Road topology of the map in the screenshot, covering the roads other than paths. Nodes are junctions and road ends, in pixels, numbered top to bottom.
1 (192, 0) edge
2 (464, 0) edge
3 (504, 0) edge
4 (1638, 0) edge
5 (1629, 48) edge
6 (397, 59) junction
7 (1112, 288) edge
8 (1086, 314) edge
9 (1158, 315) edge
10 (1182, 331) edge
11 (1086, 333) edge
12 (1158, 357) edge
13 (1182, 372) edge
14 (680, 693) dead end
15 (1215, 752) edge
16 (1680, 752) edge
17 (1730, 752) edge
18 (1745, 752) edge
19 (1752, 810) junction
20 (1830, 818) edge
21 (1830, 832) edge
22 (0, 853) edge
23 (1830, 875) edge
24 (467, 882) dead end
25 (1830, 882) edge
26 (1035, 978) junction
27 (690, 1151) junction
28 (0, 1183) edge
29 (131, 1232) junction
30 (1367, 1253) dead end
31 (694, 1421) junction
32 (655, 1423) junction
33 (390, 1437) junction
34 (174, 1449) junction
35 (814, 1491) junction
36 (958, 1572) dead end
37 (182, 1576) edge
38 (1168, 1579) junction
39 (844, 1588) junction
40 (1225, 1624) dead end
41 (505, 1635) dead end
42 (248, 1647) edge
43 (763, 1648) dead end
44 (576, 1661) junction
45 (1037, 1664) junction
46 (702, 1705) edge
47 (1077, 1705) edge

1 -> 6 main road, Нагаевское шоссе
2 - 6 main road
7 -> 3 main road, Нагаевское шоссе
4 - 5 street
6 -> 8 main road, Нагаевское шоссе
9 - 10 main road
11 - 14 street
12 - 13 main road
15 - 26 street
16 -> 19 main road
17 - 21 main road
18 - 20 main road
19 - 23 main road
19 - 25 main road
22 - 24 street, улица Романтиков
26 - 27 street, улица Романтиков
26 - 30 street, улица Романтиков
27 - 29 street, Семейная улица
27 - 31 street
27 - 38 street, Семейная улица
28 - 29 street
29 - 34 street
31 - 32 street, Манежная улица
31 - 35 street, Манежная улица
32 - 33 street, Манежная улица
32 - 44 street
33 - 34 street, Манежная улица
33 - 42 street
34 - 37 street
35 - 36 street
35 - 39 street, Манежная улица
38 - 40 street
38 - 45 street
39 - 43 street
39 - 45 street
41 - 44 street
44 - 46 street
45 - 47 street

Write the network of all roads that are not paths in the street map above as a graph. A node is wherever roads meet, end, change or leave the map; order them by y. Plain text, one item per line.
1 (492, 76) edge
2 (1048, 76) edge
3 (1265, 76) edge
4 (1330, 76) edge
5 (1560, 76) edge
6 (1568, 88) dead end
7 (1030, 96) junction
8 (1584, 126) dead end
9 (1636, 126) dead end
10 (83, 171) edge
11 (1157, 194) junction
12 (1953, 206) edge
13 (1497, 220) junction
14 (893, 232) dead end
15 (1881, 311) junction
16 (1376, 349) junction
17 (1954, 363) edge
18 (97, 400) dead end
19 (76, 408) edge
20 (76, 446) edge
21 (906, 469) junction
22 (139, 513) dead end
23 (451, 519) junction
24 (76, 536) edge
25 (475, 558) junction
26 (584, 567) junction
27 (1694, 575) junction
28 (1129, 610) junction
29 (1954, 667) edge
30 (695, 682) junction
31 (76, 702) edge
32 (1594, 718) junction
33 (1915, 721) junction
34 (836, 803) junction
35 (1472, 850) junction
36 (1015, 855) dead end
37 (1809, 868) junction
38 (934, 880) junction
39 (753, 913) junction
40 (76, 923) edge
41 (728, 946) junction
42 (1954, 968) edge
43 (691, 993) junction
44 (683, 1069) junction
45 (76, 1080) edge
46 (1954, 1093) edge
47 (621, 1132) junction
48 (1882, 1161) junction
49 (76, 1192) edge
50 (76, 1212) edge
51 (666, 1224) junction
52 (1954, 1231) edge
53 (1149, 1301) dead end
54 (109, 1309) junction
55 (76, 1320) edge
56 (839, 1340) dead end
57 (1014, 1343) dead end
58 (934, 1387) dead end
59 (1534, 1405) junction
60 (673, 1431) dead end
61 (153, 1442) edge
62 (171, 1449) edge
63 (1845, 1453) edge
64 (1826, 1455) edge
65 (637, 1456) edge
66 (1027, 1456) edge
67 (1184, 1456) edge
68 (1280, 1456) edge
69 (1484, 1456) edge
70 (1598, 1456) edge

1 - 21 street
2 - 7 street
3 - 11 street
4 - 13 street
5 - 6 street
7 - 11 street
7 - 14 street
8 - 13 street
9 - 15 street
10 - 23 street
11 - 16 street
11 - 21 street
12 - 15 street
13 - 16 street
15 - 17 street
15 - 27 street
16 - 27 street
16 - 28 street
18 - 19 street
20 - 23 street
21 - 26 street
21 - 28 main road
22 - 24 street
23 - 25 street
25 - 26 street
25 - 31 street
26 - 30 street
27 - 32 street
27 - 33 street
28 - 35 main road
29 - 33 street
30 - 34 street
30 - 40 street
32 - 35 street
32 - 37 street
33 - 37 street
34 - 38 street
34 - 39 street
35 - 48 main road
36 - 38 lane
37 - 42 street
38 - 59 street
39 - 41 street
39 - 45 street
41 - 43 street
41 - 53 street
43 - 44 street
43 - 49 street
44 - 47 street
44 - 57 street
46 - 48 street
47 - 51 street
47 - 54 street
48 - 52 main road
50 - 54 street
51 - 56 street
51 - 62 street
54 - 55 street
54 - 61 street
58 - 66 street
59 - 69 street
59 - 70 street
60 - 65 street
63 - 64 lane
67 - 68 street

————————

EXERCISE REQUIREMENTS >>
From the records above, extract every line exactly as it stands.

REPLY TO THE EXERCISE >>
Road topology of the map in the screenshot, covering the roads other than paths. Nodes are junctions and road ends, in pixels, numbered top to bottom.
1 (192, 0) edge
2 (464, 0) edge
3 (504, 0) edge
4 (1638, 0) edge
5 (1629, 48) edge
6 (397, 59) junction
7 (1112, 288) edge
8 (1086, 314) edge
9 (1158, 315) edge
10 (1182, 331) edge
11 (1086, 333) edge
12 (1158, 357) edge
13 (1182, 372) edge
14 (680, 693) dead end
15 (1215, 752) edge
16 (1680, 752) edge
17 (1730, 752) edge
18 (1745, 752) edge
19 (1752, 810) junction
20 (1830, 818) edge
21 (1830, 832) edge
22 (0, 853) edge
23 (1830, 875) edge
24 (467, 882) dead end
25 (1830, 882) edge
26 (1035, 978) junction
27 (690, 1151) junction
28 (0, 1183) edge
29 (131, 1232) junction
30 (1367, 1253) dead end
31 (694, 1421) junction
32 (655, 1423) junction
33 (390, 1437) junction
34 (174, 1449) junction
35 (814, 1491) junction
36 (958, 1572) dead end
37 (182, 1576) edge
38 (1168, 1579) junction
39 (844, 1588) junction
40 (1225, 1624) dead end
41 (505, 1635) dead end
42 (248, 1647) edge
43 (763, 1648) dead end
44 (576, 1661) junction
45 (1037, 1664) junction
46 (702, 1705) edge
47 (1077, 1705) edge

1 -> 6 main road, Нагаевское шоссе
2 - 6 main road
7 -> 3 main road, Нагаевское шоссе
4 - 5 street
6 -> 8 main road, Нагаевское шоссе
9 - 10 main road
11 - 14 street
12 - 13 main road
15 - 26 street
16 -> 19 main road
17 - 21 main road
18 - 20 main road
19 - 23 main road
19 - 25 main road
22 - 24 street, улица Романтиков
26 - 27 street, улица Романтиков
26 - 30 street, улица Романтиков
27 - 29 street, Семейная улица
27 - 31 street
27 - 38 street, Семейная улица
28 - 29 street
29 - 34 street
31 - 32 street, Манежная улица
31 - 35 street, Манежная улица
32 - 33 street, Манежная улица
32 - 44 street
33 - 34 street, Манежная улица
33 - 42 street
34 - 37 street
35 - 36 street
35 - 39 street, Манежная улица
38 - 40 street
38 - 45 street
39 - 43 street
39 - 45 street
41 - 44 street
44 - 46 street
45 - 47 street

Write the network of all roads that are not paths in the street map above as a graph. A node is wherever roads meet, end, change or leave the map; order them by y. Plain text, one item per line.
1 (492, 76) edge
2 (1048, 76) edge
3 (1265, 76) edge
4 (1330, 76) edge
5 (1560, 76) edge
6 (1568, 88) dead end
7 (1030, 96) junction
8 (1584, 126) dead end
9 (1636, 126) dead end
10 (83, 171) edge
11 (1157, 194) junction
12 (1953, 206) edge
13 (1497, 220) junction
14 (893, 232) dead end
15 (1881, 311) junction
16 (1376, 349) junction
17 (1954, 363) edge
18 (97, 400) dead end
19 (76, 408) edge
20 (76, 446) edge
21 (906, 469) junction
22 (139, 513) dead end
23 (451, 519) junction
24 (76, 536) edge
25 (475, 558) junction
26 (584, 567) junction
27 (1694, 575) junction
28 (1129, 610) junction
29 (1954, 667) edge
30 (695, 682) junction
31 (76, 702) edge
32 (1594, 718) junction
33 (1915, 721) junction
34 (836, 803) junction
35 (1472, 850) junction
36 (1015, 855) dead end
37 (1809, 868) junction
38 (934, 880) junction
39 (753, 913) junction
40 (76, 923) edge
41 (728, 946) junction
42 (1954, 968) edge
43 (691, 993) junction
44 (683, 1069) junction
45 (76, 1080) edge
46 (1954, 1093) edge
47 (621, 1132) junction
48 (1882, 1161) junction
49 (76, 1192) edge
50 (76, 1212) edge
51 (666, 1224) junction
52 (1954, 1231) edge
53 (1149, 1301) dead end
54 (109, 1309) junction
55 (76, 1320) edge
56 (839, 1340) dead end
57 (1014, 1343) dead end
58 (934, 1387) dead end
59 (1534, 1405) junction
60 (673, 1431) dead end
61 (153, 1442) edge
62 (171, 1449) edge
63 (1845, 1453) edge
64 (1826, 1455) edge
65 (637, 1456) edge
66 (1027, 1456) edge
67 (1184, 1456) edge
68 (1280, 1456) edge
69 (1484, 1456) edge
70 (1598, 1456) edge

1 - 21 street
2 - 7 street
3 - 11 street
4 - 13 street
5 - 6 street
7 - 11 street
7 - 14 street
8 - 13 street
9 - 15 street
10 - 23 street
11 - 16 street
11 - 21 street
12 - 15 street
13 - 16 street
15 - 17 street
15 - 27 street
16 - 27 street
16 - 28 street
18 - 19 street
20 - 23 street
21 - 26 street
21 - 28 main road
22 - 24 street
23 - 25 street
25 - 26 street
25 - 31 street
26 - 30 street
27 - 32 street
27 - 33 street
28 - 35 main road
29 - 33 street
30 - 34 street
30 - 40 street
32 - 35 street
32 - 37 street
33 - 37 street
34 - 38 street
34 - 39 street
35 - 48 main road
36 - 38 lane
37 - 42 street
38 - 59 street
39 - 41 street
39 - 45 street
41 - 43 street
41 - 53 street
43 - 44 street
43 - 49 street
44 - 47 street
44 - 57 street
46 - 48 street
47 - 51 street
47 - 54 street
48 - 52 main road
50 - 54 street
51 - 56 street
51 - 62 street
54 - 55 street
54 - 61 street
58 - 66 street
59 - 69 street
59 - 70 street
60 - 65 street
63 - 64 lane
67 - 68 street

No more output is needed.